To do: Set down word for word each line from the one containing "Road topology of" through the end of the records, both included. Do not copy any pictures.

Given records:
——

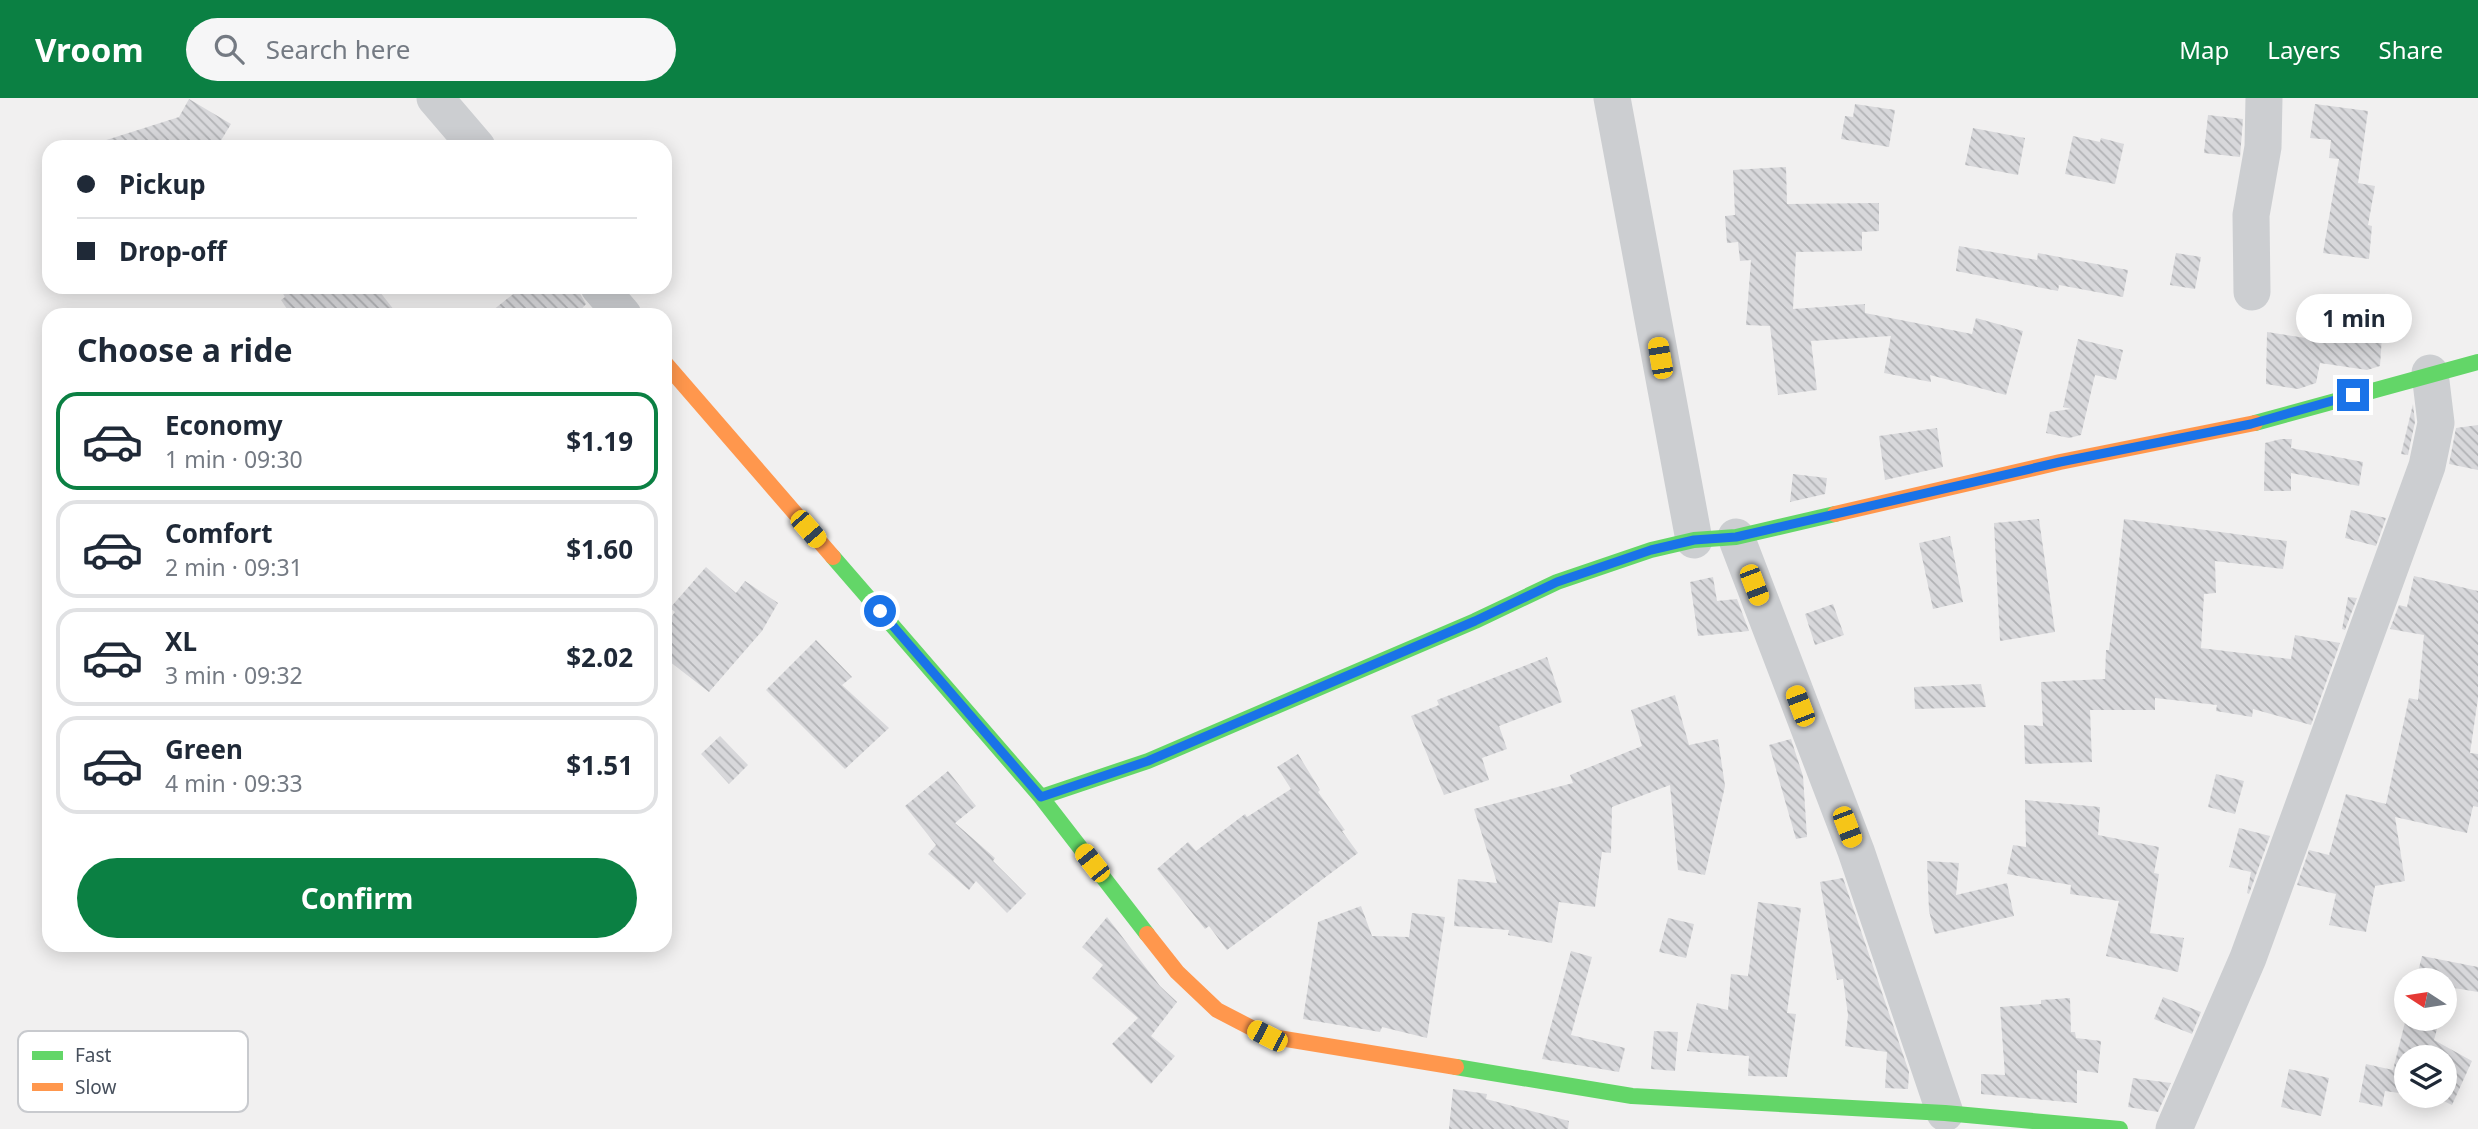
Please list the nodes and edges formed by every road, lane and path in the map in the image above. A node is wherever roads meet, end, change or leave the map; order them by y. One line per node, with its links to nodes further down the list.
1 (435, 98): 4 (street)
2 (1612, 98): 12 (street)
3 (2264, 98): 5 (street)
4 (471, 140)
5 (2252, 292)
6 (605, 294): 7 (street)
7 (617, 308)
8 (2478, 362): 10 (street)
9 (672, 371): 13 (street)
10 (2430, 373): 11 (street); 16 (street)
11 (1736, 537): 12 (street); 14 (street)
12 (1694, 540): 13 (street)
13 (1041, 797): 14 (street)
14 (1945, 1114): 15 (street)
15 (2120, 1129)
16 (2174, 1129)

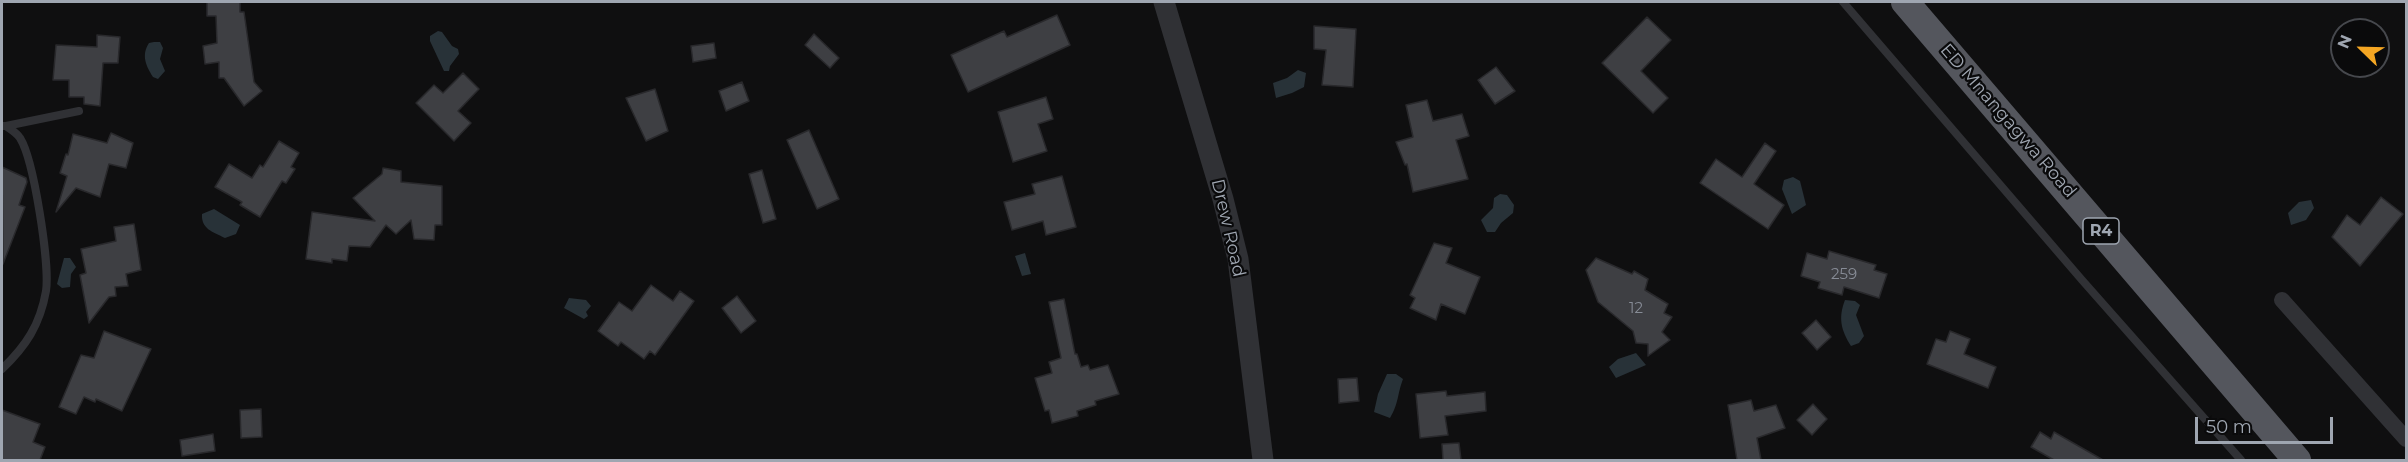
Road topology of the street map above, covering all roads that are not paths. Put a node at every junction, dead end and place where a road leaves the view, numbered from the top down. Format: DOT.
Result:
graph roads {
  1 [pos="1164,2"];
  2 [pos="1843,2"];
  3 [pos="1905,2"];
  4 [pos="79,111"];
  5 [pos="4,126"];
  6 [pos="2282,300"];
  7 [pos="2,369"];
  8 [pos="2406,439"];
  9 [pos="1263,460"];
  10 [pos="2241,460"];
  11 [pos="2297,460"];
  1 -- 9 [label="street, Drew Road"];
  2 -- 10 [label="lane"];
  3 -- 11 [label="highway, ED Mnangagwa Road / R4"];
  4 -- 5 [label="lane"];
  5 -- 7 [label="lane"];
  6 -- 8 [label="street"];
}
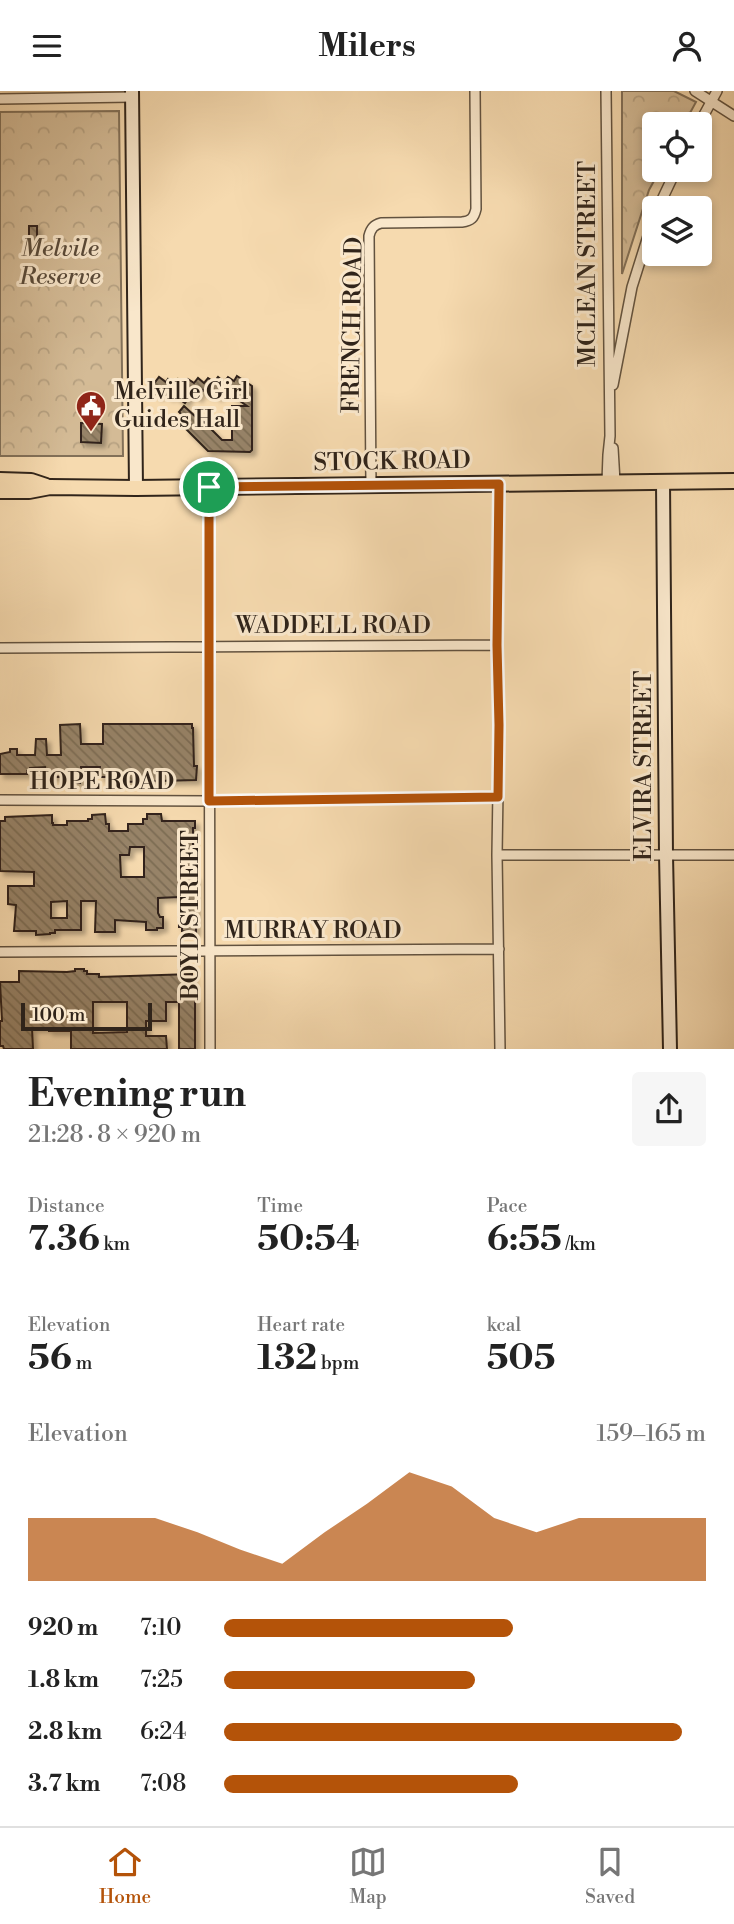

——

Result of the exercise:
Road topology of the street map above, covering all roads that are not paths. Put a node at every junction, dead end and place where a road leaves the view, numbered from the top down. Format: DOT.
Result:
graph roads {
  1 [pos="1164,2"];
  2 [pos="1843,2"];
  3 [pos="1905,2"];
  4 [pos="79,111"];
  5 [pos="4,126"];
  6 [pos="2282,300"];
  7 [pos="2,369"];
  8 [pos="2406,439"];
  9 [pos="1263,460"];
  10 [pos="2241,460"];
  11 [pos="2297,460"];
  1 -- 9 [label="street, Drew Road"];
  2 -- 10 [label="lane"];
  3 -- 11 [label="highway, ED Mnangagwa Road / R4"];
  4 -- 5 [label="lane"];
  5 -- 7 [label="lane"];
  6 -- 8 [label="street"];
}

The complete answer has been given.